Cela veut dire, et ensuite le Christ insiste très fortement en disant : ceux du peuple d'Israël qui n'ont pas reconnu Jean comme le précurseur ont annulé sur eux le dessein de Dieu. C'est-à-dire que le fait de ne pas avoir cru à la parole de Jean et à sa fonction, à sa mission de désigner Jésus, ils ont purement et simplement annulé, eux qui pourtant, sont fils de la Loi, qui sont pharisiens, ils ont annulé pour eux le dessein de miséricorde que Dieu avait sur eux. Autrement, ces gens qui sont fils d'Abraham, qui sont du peuple d'Israël, qui n'ont pas reconnu Jean, c'est comme s'ils n'étaient plus dans le dessein de Dieu, c'est comme s'ils n'étaient plus de l'Ancienne Alliance, c'est comme s'ils avaient renié la foi de leurs pères. Ceci est une phrase, une affirmation absolument terrible. Pourquoi cela ?
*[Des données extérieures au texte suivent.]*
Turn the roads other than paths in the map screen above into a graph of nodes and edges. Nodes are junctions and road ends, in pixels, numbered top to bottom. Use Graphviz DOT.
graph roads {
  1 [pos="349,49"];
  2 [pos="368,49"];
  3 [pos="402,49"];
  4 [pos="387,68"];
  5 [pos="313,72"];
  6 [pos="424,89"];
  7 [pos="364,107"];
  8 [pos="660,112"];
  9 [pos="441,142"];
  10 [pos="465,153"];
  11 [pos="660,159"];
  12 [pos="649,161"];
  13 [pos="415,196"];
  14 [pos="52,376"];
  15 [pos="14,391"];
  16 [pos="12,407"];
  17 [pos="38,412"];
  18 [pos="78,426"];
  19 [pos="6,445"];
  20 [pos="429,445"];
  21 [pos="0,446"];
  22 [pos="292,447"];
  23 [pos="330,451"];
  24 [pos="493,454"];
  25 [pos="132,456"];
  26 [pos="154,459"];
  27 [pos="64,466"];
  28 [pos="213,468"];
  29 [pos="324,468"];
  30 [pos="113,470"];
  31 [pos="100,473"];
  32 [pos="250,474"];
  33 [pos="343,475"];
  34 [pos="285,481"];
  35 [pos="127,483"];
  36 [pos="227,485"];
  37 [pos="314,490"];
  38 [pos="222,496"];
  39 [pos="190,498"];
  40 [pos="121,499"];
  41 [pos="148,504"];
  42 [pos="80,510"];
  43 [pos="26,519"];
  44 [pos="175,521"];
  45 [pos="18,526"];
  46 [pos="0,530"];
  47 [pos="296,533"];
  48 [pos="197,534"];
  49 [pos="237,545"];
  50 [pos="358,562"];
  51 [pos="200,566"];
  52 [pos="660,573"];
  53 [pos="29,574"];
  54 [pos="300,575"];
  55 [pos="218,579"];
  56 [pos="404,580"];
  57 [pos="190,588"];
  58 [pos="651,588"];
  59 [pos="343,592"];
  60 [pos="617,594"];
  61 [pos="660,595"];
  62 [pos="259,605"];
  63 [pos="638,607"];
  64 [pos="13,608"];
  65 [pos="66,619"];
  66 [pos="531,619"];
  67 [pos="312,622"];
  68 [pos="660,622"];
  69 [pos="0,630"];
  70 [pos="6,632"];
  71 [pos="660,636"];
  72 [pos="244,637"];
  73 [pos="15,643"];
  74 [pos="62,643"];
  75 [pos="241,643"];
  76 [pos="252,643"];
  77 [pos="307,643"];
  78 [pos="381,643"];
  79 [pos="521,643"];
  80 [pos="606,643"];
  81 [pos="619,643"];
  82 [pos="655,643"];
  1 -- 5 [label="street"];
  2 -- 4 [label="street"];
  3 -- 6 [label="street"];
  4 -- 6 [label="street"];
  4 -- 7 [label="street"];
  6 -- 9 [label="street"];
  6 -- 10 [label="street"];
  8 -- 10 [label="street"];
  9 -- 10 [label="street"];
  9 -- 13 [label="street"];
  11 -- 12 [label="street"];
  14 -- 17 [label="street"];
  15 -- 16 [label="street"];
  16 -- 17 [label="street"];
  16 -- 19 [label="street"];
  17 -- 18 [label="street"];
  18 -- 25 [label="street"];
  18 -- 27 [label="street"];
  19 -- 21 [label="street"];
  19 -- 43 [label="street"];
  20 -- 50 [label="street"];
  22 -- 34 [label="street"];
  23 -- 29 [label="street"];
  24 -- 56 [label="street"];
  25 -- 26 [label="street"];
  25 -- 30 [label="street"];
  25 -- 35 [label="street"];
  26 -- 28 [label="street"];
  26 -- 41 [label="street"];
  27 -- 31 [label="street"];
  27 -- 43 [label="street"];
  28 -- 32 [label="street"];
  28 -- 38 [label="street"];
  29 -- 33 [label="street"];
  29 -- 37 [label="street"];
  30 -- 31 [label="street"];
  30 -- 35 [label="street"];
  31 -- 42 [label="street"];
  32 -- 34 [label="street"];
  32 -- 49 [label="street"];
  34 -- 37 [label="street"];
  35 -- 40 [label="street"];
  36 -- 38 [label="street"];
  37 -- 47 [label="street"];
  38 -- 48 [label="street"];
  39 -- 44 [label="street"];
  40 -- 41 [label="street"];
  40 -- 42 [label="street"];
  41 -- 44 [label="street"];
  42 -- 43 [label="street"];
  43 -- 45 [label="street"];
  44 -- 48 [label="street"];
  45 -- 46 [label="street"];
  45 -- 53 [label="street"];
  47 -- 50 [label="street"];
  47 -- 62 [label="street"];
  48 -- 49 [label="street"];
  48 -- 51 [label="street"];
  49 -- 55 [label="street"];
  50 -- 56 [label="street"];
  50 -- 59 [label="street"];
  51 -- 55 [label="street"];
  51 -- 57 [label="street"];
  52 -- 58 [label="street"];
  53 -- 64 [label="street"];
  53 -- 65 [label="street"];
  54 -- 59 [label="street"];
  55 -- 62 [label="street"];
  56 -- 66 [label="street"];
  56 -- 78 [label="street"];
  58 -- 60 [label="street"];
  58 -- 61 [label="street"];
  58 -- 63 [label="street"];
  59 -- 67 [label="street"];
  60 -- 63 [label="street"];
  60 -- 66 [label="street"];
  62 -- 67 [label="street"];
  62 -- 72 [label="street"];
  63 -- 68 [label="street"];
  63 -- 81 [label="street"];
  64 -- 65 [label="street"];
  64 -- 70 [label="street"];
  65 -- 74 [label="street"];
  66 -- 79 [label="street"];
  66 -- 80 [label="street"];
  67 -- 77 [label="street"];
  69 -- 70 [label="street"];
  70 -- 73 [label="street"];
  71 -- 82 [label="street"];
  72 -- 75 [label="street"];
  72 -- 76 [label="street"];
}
Parce que ce que Jésus veut dire et cela nous avons toujours terriblement besoin de nous l'entendre dire, c'est qu'entre l'homme ancien, l'homme de l'ancienne Alliance et l'homme de la Nouvelle Alliance, l'homme nouveau qui renaît des eaux du baptême, il y a une continuité absolue. Ancien et Nouveau ne se situent pas en opposition, ni en rupture, mais se situent dans une continuité absolument étroite et qui est symbolisée par cette proximité entre Jean-Baptiste et le Christ. C'est le Christ qui, dans le sein de sa mère, au jour de la Visitation, a suscité Jean-Baptiste comme prophète. C'est Jean-Baptiste qui, au moment où le Christ est venu, lui a donné le baptême signe déjà de cet autre baptême dans l'Esprit que le Christ nous donnerait en mourant pour nous sur la croix. C'est Jean-Baptiste qui le lendemain l'a manifesté, en montrant le Christ : "Voici l'Agneau de Dieu". Il est le résumé de toute l'histoire ancienne de toute l'ancienne Alliance dans le fait qu'elle adhère du plus profond d'elle-même, à la réalité même du mystère nouveau qui se manifeste. Jean-Baptiste, c'est l'Ancien Testament, l'Ancienne Alliance, en tant qu'elle se brise de l'intérieur d'elle-même, pour faire place à la Nouvelle. Jean-Baptiste c'est la continuité de l'homme de l'Ancienne Alliance avec l'homme de la Nouvelle Alliance. Jean-Baptiste est pour ainsi dire le témoin qu'il n'y a qu'un seul dessein de Dieu. La preuve, c'est que ces deux hommes, Jean-Baptiste et le Christ sont tellement liés l'un à l'autre, tellement attachés l'un à l'autre, tellement incompréhensibles l'un sans l'autre que si l'on refuse le témoignage du Baptiste on annule sur soi-même le dessein même de Dieu. Cela ne veut pas dire, bien entendu, que le Christ n'a rien apporté de nouveau. Mais cela veut dire que le dessein profond de Dieu, c'est de faire que les deux alliances ne soient qu'un seul projet et que les deux alliances soient incompréhensibles l'une sans l'autre. Il n y a qu'un seul acte sauveur de Dieu. Il a fallu beaucoup de temps pour le réaliser et c'est pourquoi il y a deux alliances. Mais si l'on sépare l'une de l'autre, on risque, comme les pharisiens d'annuler sur nous, le dessein de l'amour miséricordieux de Dieu, révélé en Jésus-Christ et proclamé par le plus grand des prophètes, Jean le Baptiste.